Can You Avoid Press Marks On Polyester Tees?

Have you ever pressed the perfect sublimation transfer onto a polyester T-shirt, but find that your heat press left marks around it? Stay tuned as we'll be looking into how one soft tool can help solve this common issue. Let’s get started!

One of the more common issues when sublimating polyester clothing happens right after a transfer is applied. As you open up the machine to see the stunning look of your custom garment, you might also notice some faint, not-so-stunning press marks around your image scorched by the machine’s heating element. For the most part, these marks are unfortunately as permanent as the transferred image, meaning that no amount of repressing or washing will make them truly go away. If you’re looking to sublimate your next garment with extremely reduced, or even no press marks however, there are tools that can help work around this issue.


Enter the Sof-Fusion Pressing Pillows, which are a set of four different sized tools mainly designed to treat the usual trouble spots like folds, collars, and buttons when pressing apparel. Using these or similar pillows will indeed be helpful for polyester fabrics, as they won’t only keep the item itself flat, but they’re also able to treat any hard edges prone to leaving press marks. As a result, pressing pillows help significantly reduce their appearance, leaving your transferred designs to further stand out on their own. But how effective are pressing pillows exactly with polyester T-shirts? Is it better to use a pillow that’s the size of the shirt or of the printed image?

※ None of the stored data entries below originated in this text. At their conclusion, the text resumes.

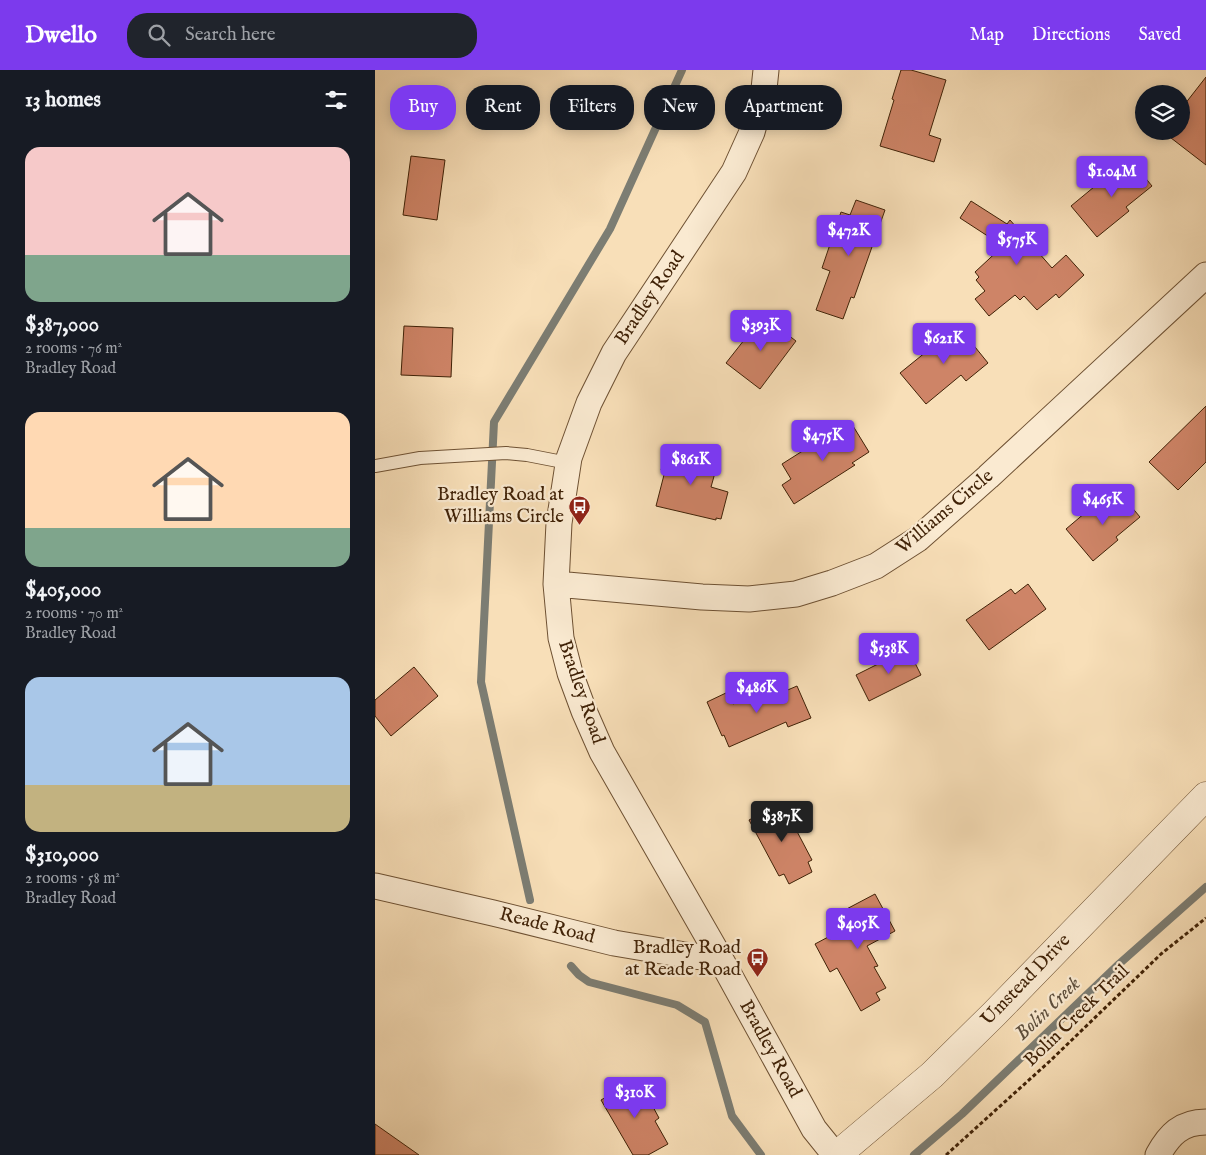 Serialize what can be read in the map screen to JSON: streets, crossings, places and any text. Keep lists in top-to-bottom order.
{
  "streets": {
    "street": [
      "Bradley Road",
      "Williams Circle",
      "Reade Road",
      "Umstead Drive"
    ],
    "path": ["Bolin Creek Trail"]
  },
  "crossings": [
    ["Bradley Road", "Williams Circle"],
    ["Bradley Road", "Reade Road"],
    ["Bradley Road", "Umstead Drive"]
  ],
  "water": ["Bolin Creek"],
  "places": {
    "bus stop": ["Bradley Road at Williams Circle", "Bradley Road at Reade Road"]
  },
  "page": {
    "header": "Dwello",
    "search": "Search here",
    "nav": ["Map", "Directions", "Saved"],
    "heading": "13 homes",
    "chip": [
      "Buy",
      "Rent",
      "Filters",
      "New",
      "Apartment"
    ],
    "list": [
      {
        "name": "$387,000",
        "note": "2 rooms · 76 m² · Bradley Road"
      },
      {
        "name": "$405,000",
        "note": "2 rooms · 70 m² · Bradley Road"
      },
      {
        "name": "$310,000",
        "note": "2 rooms · 58 m² · Bradley Road"
      }
    ],
    "price": [
      "$1.04M",
      "$472K",
      "$575K",
      "$393K",
      "$621K",
      "$475K",
      "$861K",
      "$465K",
      "$538K",
      "$486K",
      "$387K",
      "$405K",
      "$310K"
    ]
  }
} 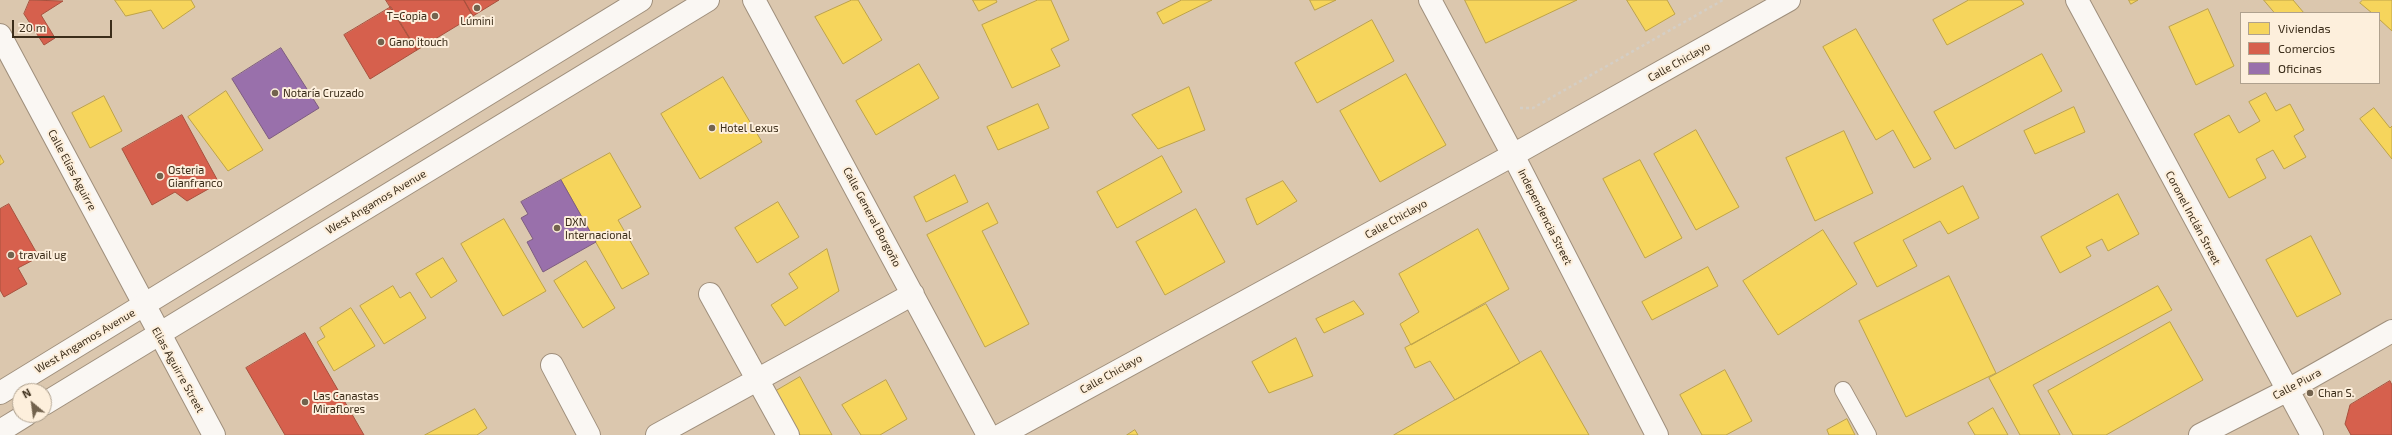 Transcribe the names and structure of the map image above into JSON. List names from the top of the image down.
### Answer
{
  "streets": {
    "street": [
      "Calle Chiclayo",
      "Calle Elías Aguirre",
      "West Angamos Avenue",
      "Calle General Borgoño",
      "Independencia Street",
      "Coronel Inclán Street",
      "Elias Aguirre Street",
      "Calle Piura"
    ]
  },
  "crossings": [
    ["Calle Chiclayo", "Independencia Street"],
    ["Calle Elías Aguirre", "West Angamos Avenue"],
    ["Calle Elías Aguirre", "Elias Aguirre Street"],
    ["West Angamos Avenue", "Elias Aguirre Street"],
    ["Coronel Inclán Street", "Calle Piura"]
  ],
  "places": [
    "Lúmini",
    "T=Copia",
    "Gano itouch",
    "Notaría Cruzado",
    "Hotel Lexus",
    "Osteria Gianfranco",
    "DXN Internacional",
    "travail ug",
    "Chan S.",
    "Las Canastas Miraflores"
  ],
  "legend": ["Viviendas", "Comercios", "Oficinas"],
  "scale_bar": "20 m",
  "north": "top left"
}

To answer the first question, we’ll be sublimating the same 8-inch design on two polyester tees. One will be pressed without a pillow, and the other will be pressed with a mid-sized pillow that’s large enough to cover our transfer. As a general tip, if your machine’s pressure feels too heavy for your fabric item, you can swap out your heat press’s removable silicone pad with the pressing pillow alone. Depending on how thin your item is, you may also need to wrap your pillow with parchment paper to prevent dye migration onto it. Lastly, we recommend against going beyond medium pressure when using pressing pillows to prevent them from flattening out. Try not to set pressure too low however, as the transfer may begin to ghost as a result. With all this in mind, we’ll go ahead and apply the sublimation transfers to our T-shirts.

With our shirts sublimated, let’s take a closer look at our results. Starting off with the one pressed without a pillow, the press marks are clearly visible around the design as expected.

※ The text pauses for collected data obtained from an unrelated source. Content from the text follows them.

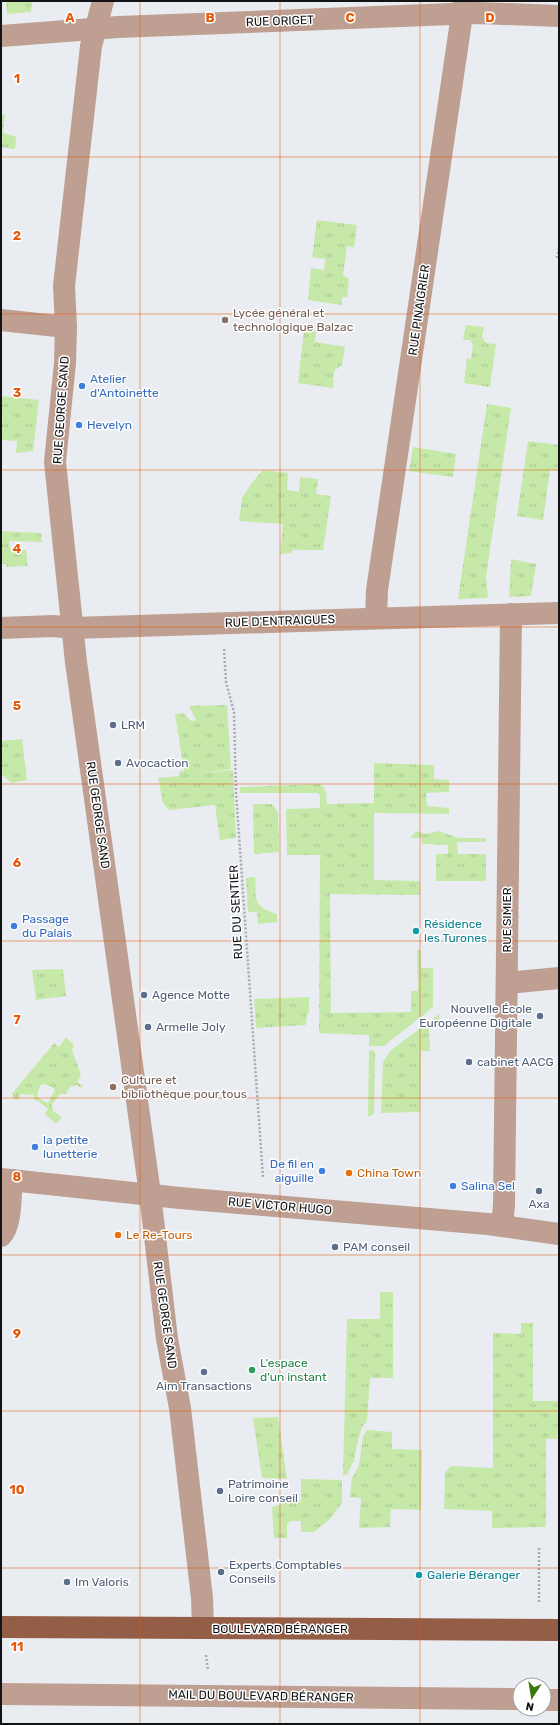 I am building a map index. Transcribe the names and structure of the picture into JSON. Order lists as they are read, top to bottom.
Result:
{
  "streets": {
    "main road": ["BOULEVARD BÉRANGER"],
    "street": [
      "RUE ORIGET",
      "RUE PINAIGRIER",
      "RUE GEORGE SAND",
      "RUE D'ENTRAIGUES",
      "RUE SIMIER",
      "RUE VICTOR HUGO",
      "MAIL DU BOULEVARD BÉRANGER"
    ],
    "path": ["RUE DU SENTIER"]
  },
  "crossings": [
    ["RUE ORIGET", "RUE PINAIGRIER"],
    ["RUE ORIGET", "RUE GEORGE SAND"],
    ["RUE PINAIGRIER", "RUE D'ENTRAIGUES"],
    ["RUE GEORGE SAND", "RUE D'ENTRAIGUES"],
    ["RUE GEORGE SAND", "RUE VICTOR HUGO"],
    ["RUE GEORGE SAND", "BOULEVARD BÉRANGER"],
    ["RUE D'ENTRAIGUES", "RUE SIMIER"],
    ["RUE SIMIER", "RUE VICTOR HUGO"]
  ],
  "places": [
    "Lycée général et technologique Balzac",
    "Atelier d'Antoinette",
    "Hevelyn",
    "LRM",
    "Avocaction",
    "Passage du Palais",
    "Résidence les Turones",
    "Agence Motte",
    "Nouvelle École Européenne Digitale",
    "Armelle Joly",
    "cabinet AACG",
    "Culture et bibliothèque pour tous",
    "la petite lunetterie",
    "De fil en aiguille",
    "China Town",
    "Salina Sel",
    "Axa",
    "Le Re-Tours",
    "PAM conseil",
    "L'espace d'un instant",
    "Aim Transactions",
    "Patrimoine Loire conseil",
    "Experts Comptables Conseils",
    "Galerie Béranger",
    "Im Valoris"
  ],
  "north": "bottom",
  "grid": {
    "columns": [
      "A",
      "B",
      "C",
      "D"
    ],
    "rows": [
      "1",
      "2",
      "3",
      "4",
      "5",
      "6",
      "7",
      "8",
      "9",
      "10",
      "11"
    ]
  }
} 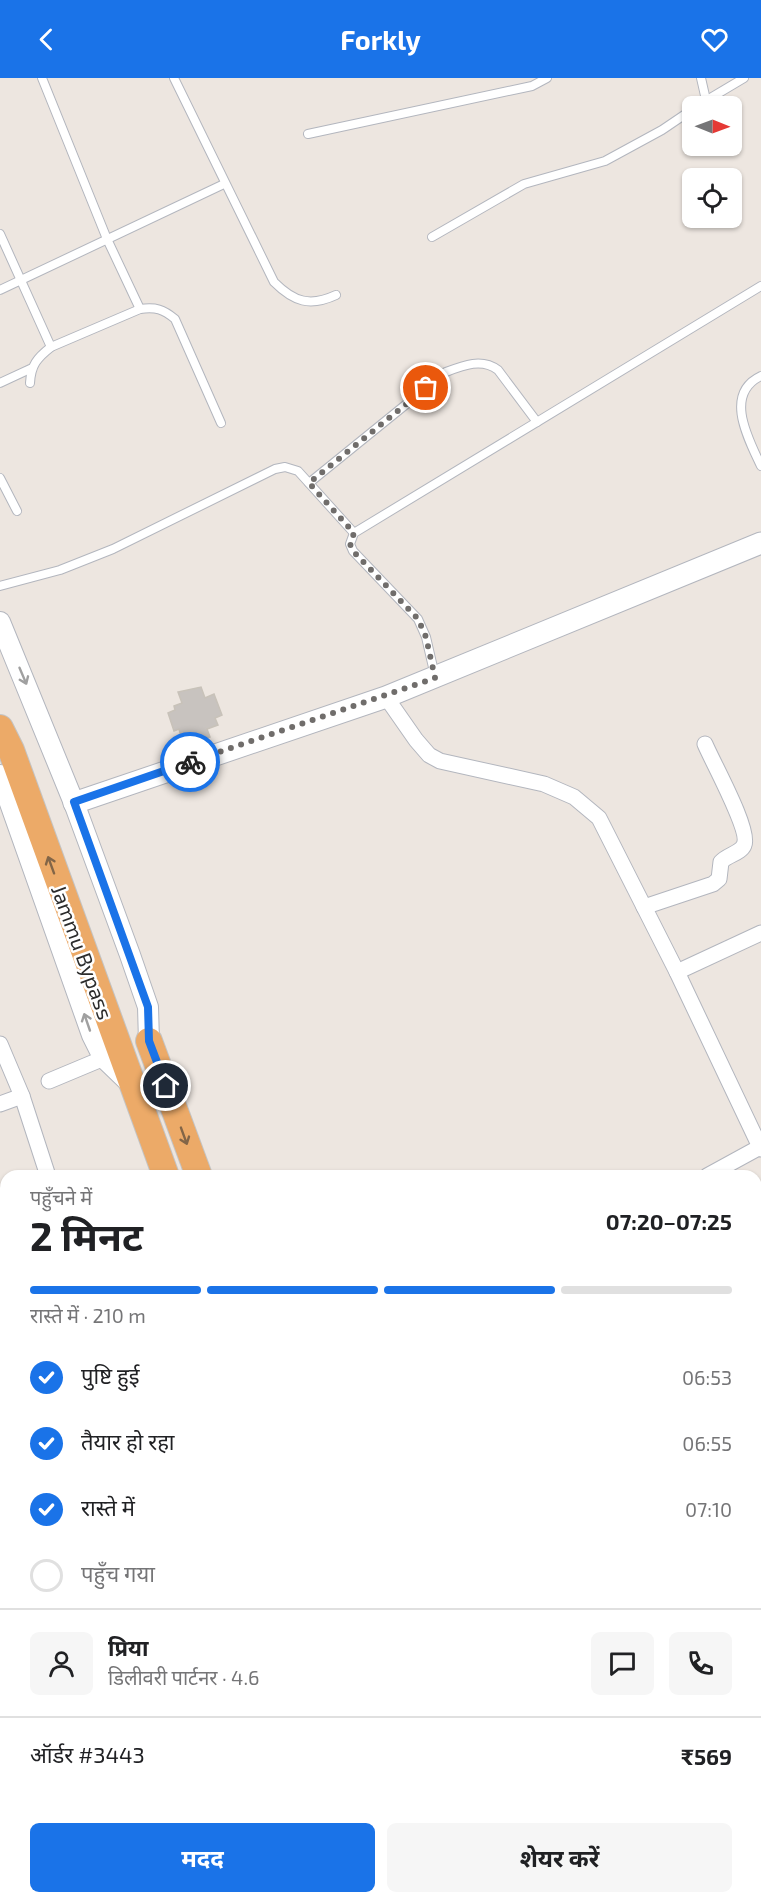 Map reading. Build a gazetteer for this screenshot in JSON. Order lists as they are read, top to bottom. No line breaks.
{"streets":{"highway":["Jammu Bypass"]},"one_way":["Jammu Bypass"],"north":"right","page":{"header":"Forkly","heading":["2 मिनट","पहुँचने में","07:20–07:25"],"panel":["प्रिया","डिलीवरी पार्टनर · 4.6","ऑर्डर #3443","₹569"],"bar":"रास्ते में · 210 m","list":[["पुष्टि हुई","06:53"],["तैयार हो रहा","06:55"],["रास्ते में","07:10"],"पहुँच गया"],"buttons":["मदद","शेयर करें"]}}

By comparing it with the other shirt pressed with a pillow, you can barely notice any scuffs left by the machine. Especially when trying to look at it from a distance, the shirt’s design ultimately pops out more than any imperfections on the shirt itself.

Now it’s clear on which way to go in terms of avoiding press marks on your sublimation garments, but how about when dealing with smaller transfers?

Continuing to use a larger pressing pillow as we’ve demonstrated is perfectly acceptable, though if you’re mainly working with smaller transfers, you may be curious if using a smaller pressing pillow would be enough to work with. To test this out, we’ll be sublimating a chest logo onto another polyester tee, sliding the smallest pressing pillow inside and positioning it around the top right corner of the shirt. Of course, we’ll be wrapping our pillow with parchment paper in case any dyes leak past the shirt.

Now let’s take a closer look at the sublimated chest logo on our shirt. The logo looks clean and colorful as expected, while it's still hard to notice any marks left around it. In some cases you may see marks around the trimmed transfer’s edges, which mainly happens from setting a slightly higher temperature or pressure than needed. So if you plan on sublimating multiple polyester tees with a chest logo for instance, you may need to lower such settings, especially pressure if necessary. You can refer to your machine’s pressure counter or gauge if available, which can help keep consistent pressure across a large set of items.

Overall, it’s indeed possible to avoid leaving obvious press marks on your polyester T-shirts. All it takes is sliding appropriately sized pressing pillows below or inside them, and making sure you’ve set the right pressure before applying your transfer. But if you’re someone who’s had lingering questions about any heat transfer, feel free to drop a comment below for us to revisit down the line. To learn more about sublimation tools, pressing pillows, and other products, be sure to visit our website at HeatPressNation.com. For any questions, feel free to contact a MyExpert representative at heatpressnation.com/support.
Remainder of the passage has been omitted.